Published 6 March 2023
Opinion

Incinerating the soil is especially risky because some of the contaminants that independent experts fear are in the waste.

Contaminated soil from the site around the train wreck in Ohio is being sent to a nearby incinerator with a history of clean air violations, raising fears that the chemicals being removed from the ground will be redistributed across the region, The Guardian reported.

RELATED: 

Residents Confront Rail Company Over Ohio Derailment, Pollution

The report came a month after a train carrying toxic chemicals derailed in East Palestine, Ohio, causing an environmental disaster of still unknown proportions.

The new plan is "horrifying," said Kyla Bennett, a former Environmental Protection Agency (EPA) official, who is now with the non-profit organization Public Employees for Environmental Responsibility.
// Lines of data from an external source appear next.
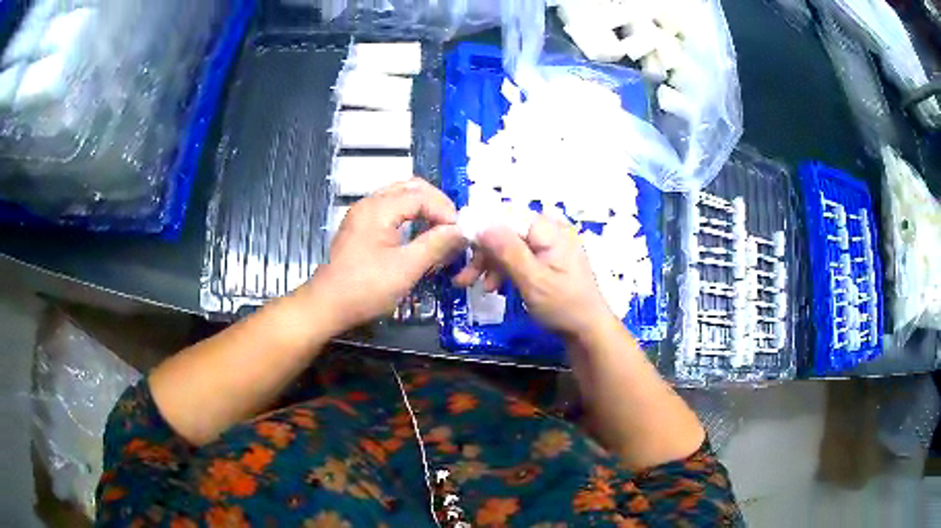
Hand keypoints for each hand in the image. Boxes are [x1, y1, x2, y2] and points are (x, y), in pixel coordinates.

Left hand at [300, 178, 465, 331]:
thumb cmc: (365, 288)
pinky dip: (409, 216)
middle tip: (452, 227)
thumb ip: (436, 245)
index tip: (459, 233)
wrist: (327, 306)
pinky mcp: (360, 227)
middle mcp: (369, 203)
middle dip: (436, 204)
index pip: (421, 195)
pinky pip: (390, 210)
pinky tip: (418, 235)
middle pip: (410, 188)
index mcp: (379, 208)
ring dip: (423, 209)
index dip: (445, 211)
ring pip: (400, 197)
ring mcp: (362, 214)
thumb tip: (462, 231)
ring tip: (439, 231)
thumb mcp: (406, 268)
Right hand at [453, 215, 615, 338]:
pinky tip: (493, 286)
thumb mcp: (533, 280)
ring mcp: (549, 246)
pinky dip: (504, 269)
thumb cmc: (563, 306)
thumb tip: (482, 224)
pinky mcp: (547, 260)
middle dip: (484, 252)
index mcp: (550, 230)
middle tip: (465, 277)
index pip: (508, 216)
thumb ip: (508, 251)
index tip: (461, 248)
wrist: (588, 332)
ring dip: (490, 263)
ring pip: (510, 245)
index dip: (482, 229)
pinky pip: (519, 256)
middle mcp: (550, 231)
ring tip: (477, 287)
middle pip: (507, 231)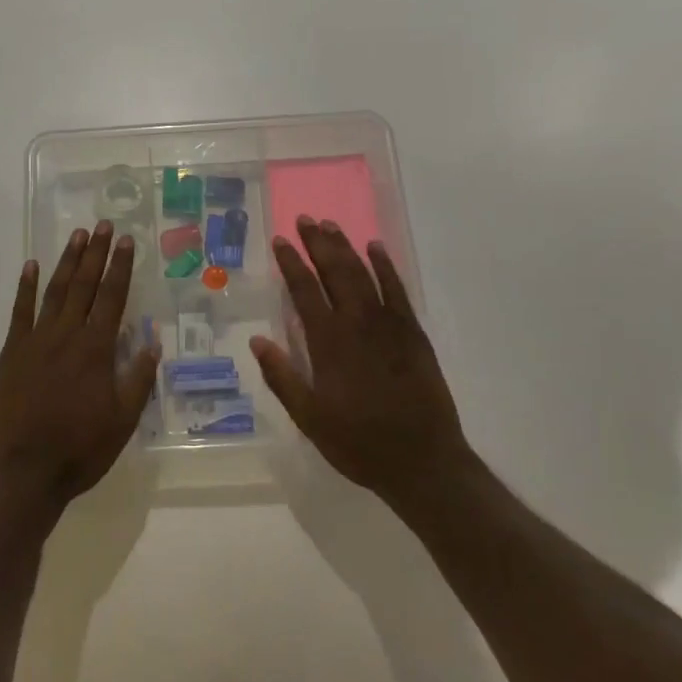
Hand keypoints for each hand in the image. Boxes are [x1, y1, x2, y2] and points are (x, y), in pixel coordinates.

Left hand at [0, 221, 159, 512]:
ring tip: (78, 236)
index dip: (121, 267)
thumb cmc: (79, 450)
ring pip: (55, 290)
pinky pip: (20, 311)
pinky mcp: (12, 351)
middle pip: (85, 285)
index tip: (127, 240)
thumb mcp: (122, 421)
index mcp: (96, 349)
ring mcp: (36, 340)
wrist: (22, 472)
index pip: (113, 297)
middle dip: (96, 253)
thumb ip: (138, 378)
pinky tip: (30, 266)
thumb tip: (152, 340)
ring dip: (67, 262)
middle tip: (104, 225)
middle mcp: (67, 335)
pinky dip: (25, 287)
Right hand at [251, 217, 470, 515]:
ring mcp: (389, 325)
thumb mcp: (310, 418)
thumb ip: (283, 378)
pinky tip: (375, 248)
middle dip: (319, 244)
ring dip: (346, 247)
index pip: (305, 291)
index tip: (281, 240)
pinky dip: (385, 267)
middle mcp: (357, 324)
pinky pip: (397, 290)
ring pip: (364, 274)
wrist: (424, 462)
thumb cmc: (359, 443)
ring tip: (330, 225)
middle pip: (336, 272)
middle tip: (306, 219)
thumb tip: (257, 340)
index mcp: (329, 343)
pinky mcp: (413, 333)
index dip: (291, 263)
Incinerating the soil is especially risky because some of the contaminants that residents and independent chemical experts fear are in the waste.

Chemicals like dioxins and per- and polyfluoroalkyl substances (PFAS) haven't been tested for by the EPA, and they do not incinerate easily, or cannot be incinerated.

East Palestine's waste disposal has raised fresh questions about the disposal of toxic substances.

About 1.5 million gallons of wastewater is being injected into wells deep into the Earth's crust near Houston, adding that deep wells can leak waste into groundwater and are thought to cause earthquakes.